いわば、「もしもの時の防災準備」です。日頃から消防訓練をしたり、防災グッズを用意したりするのも非常災害対策の一部です。特に障害福祉サービス事業所では、利用者の中には自力で避難が難しい方もいます。だからこそ事業者がリーダーシップをとって防災準備を進めておくことが求められます。

基準第70条で求められる主な取り組み

厚生労働省の定める基準第70条(障害者総合支援法に基づく人員設備運営基準の第70条)では、障害福祉サービス事業者が講じるべき非常災害対策の内容が具体的に示されています。ざっくり言うと、「設備」「計画」「連絡体制」「周知・訓練」の4つが柱になっています。主なポイントは次のとおりです。

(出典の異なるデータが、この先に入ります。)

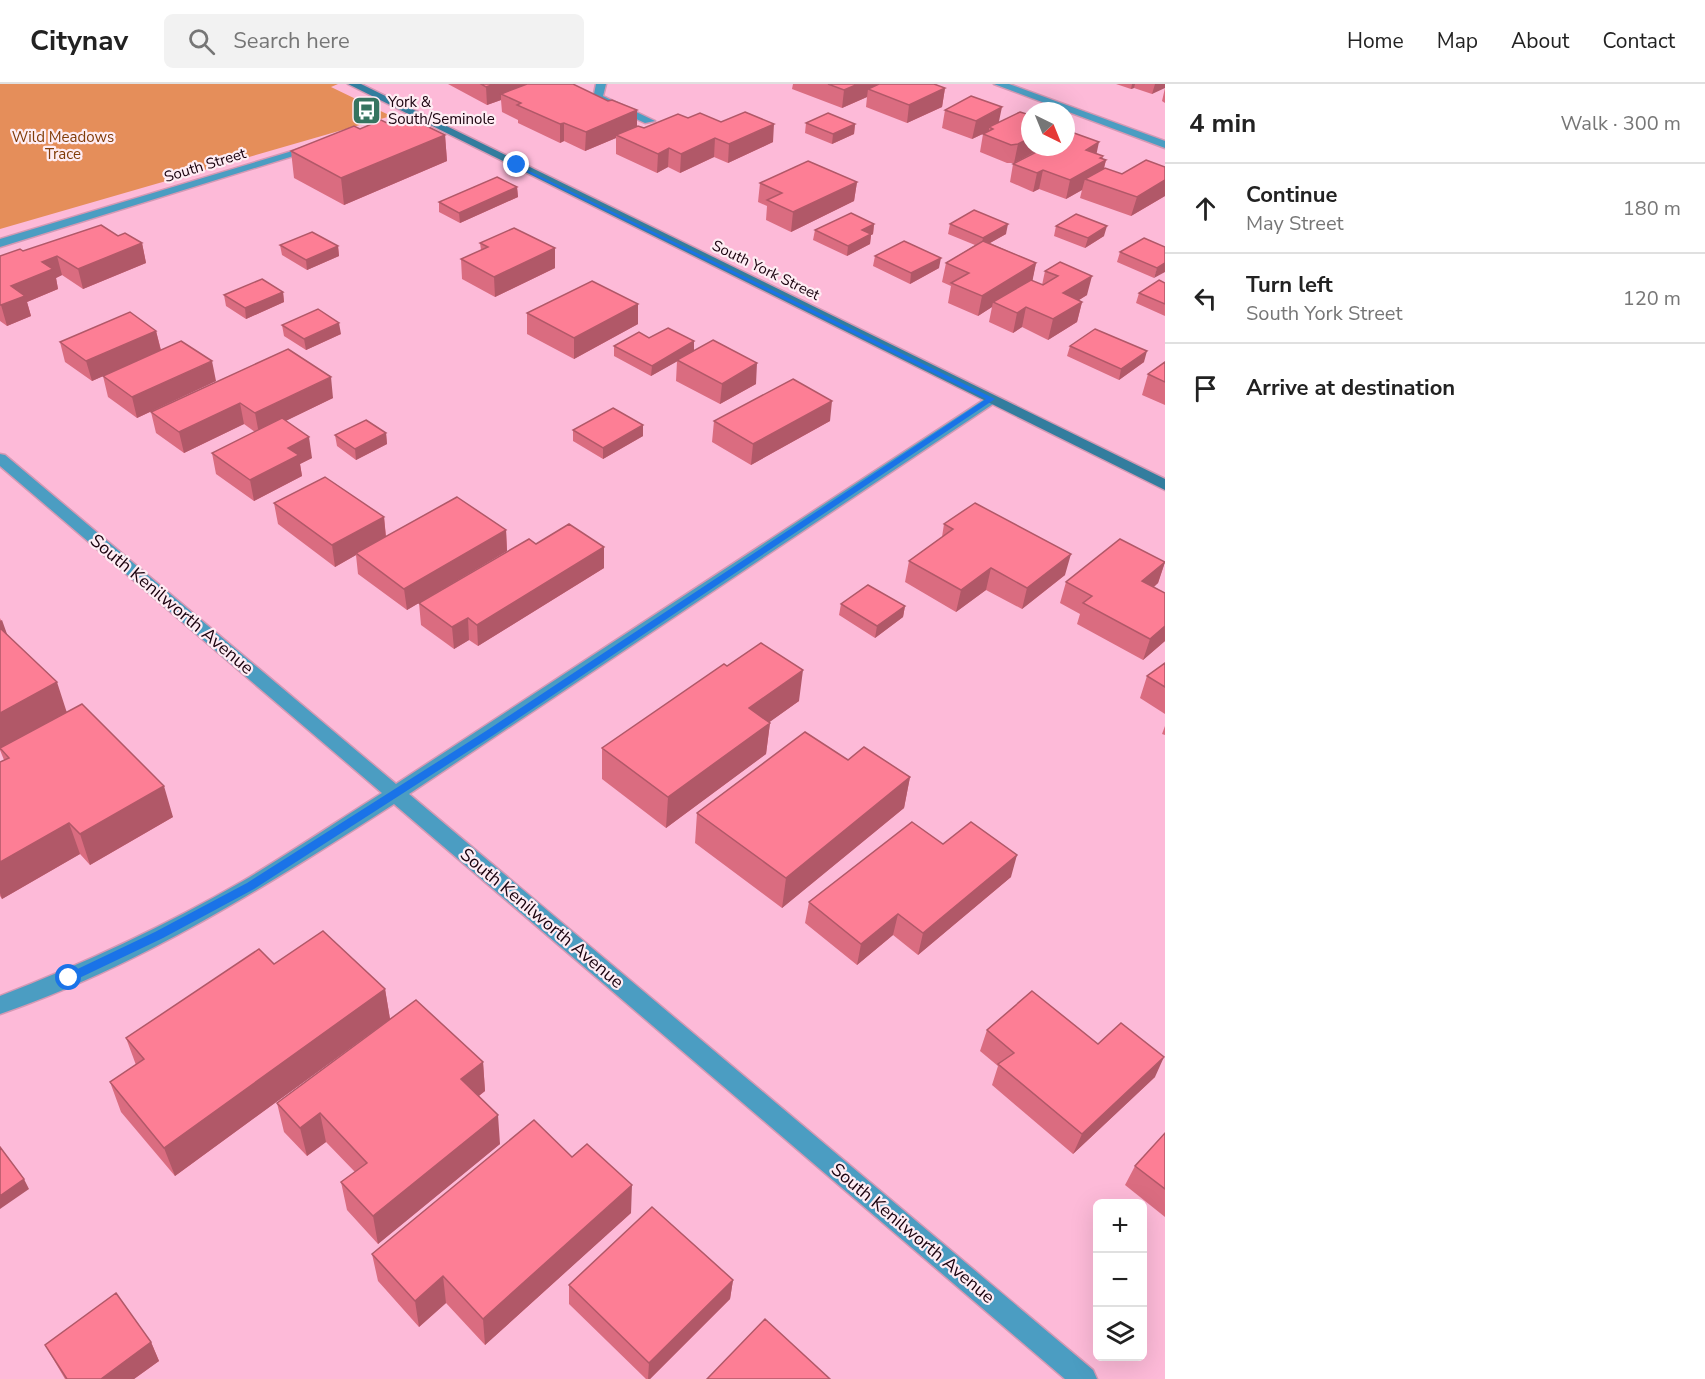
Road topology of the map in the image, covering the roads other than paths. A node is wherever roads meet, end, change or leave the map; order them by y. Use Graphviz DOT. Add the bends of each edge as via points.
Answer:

  • 必要な防災設備を設けること – 消火器や火災報知機、非常灯など、災害時に役立つ設備をちゃんと備えることです。例えば消火器はすぐ使える場所にあり定期点検されているか、非常口は塞がれていないかなど、設備面の準備が基本になります。
  • 非常災害に関する具体的な計画を立てること – 火事や地震など災害が起きたときの行動マニュアルを作成します。誰が非常ベルを押すか、誰が利用者を誘導するか、避難経路はどこか、といった手順を決めて文書にまとめます。要は防災計画(非常災害対策計画)を作っておくことです。
  • 緊急時の通報・連絡体制の整備 – 災害が発生した際に、消防署や警察、利用者のご家族、行政など関係機関へ速やかに連絡できる体制を作っておきます。たとえば緊急連絡先リストを用意したり、地域の消防署と日頃から連携しておくことが該当します。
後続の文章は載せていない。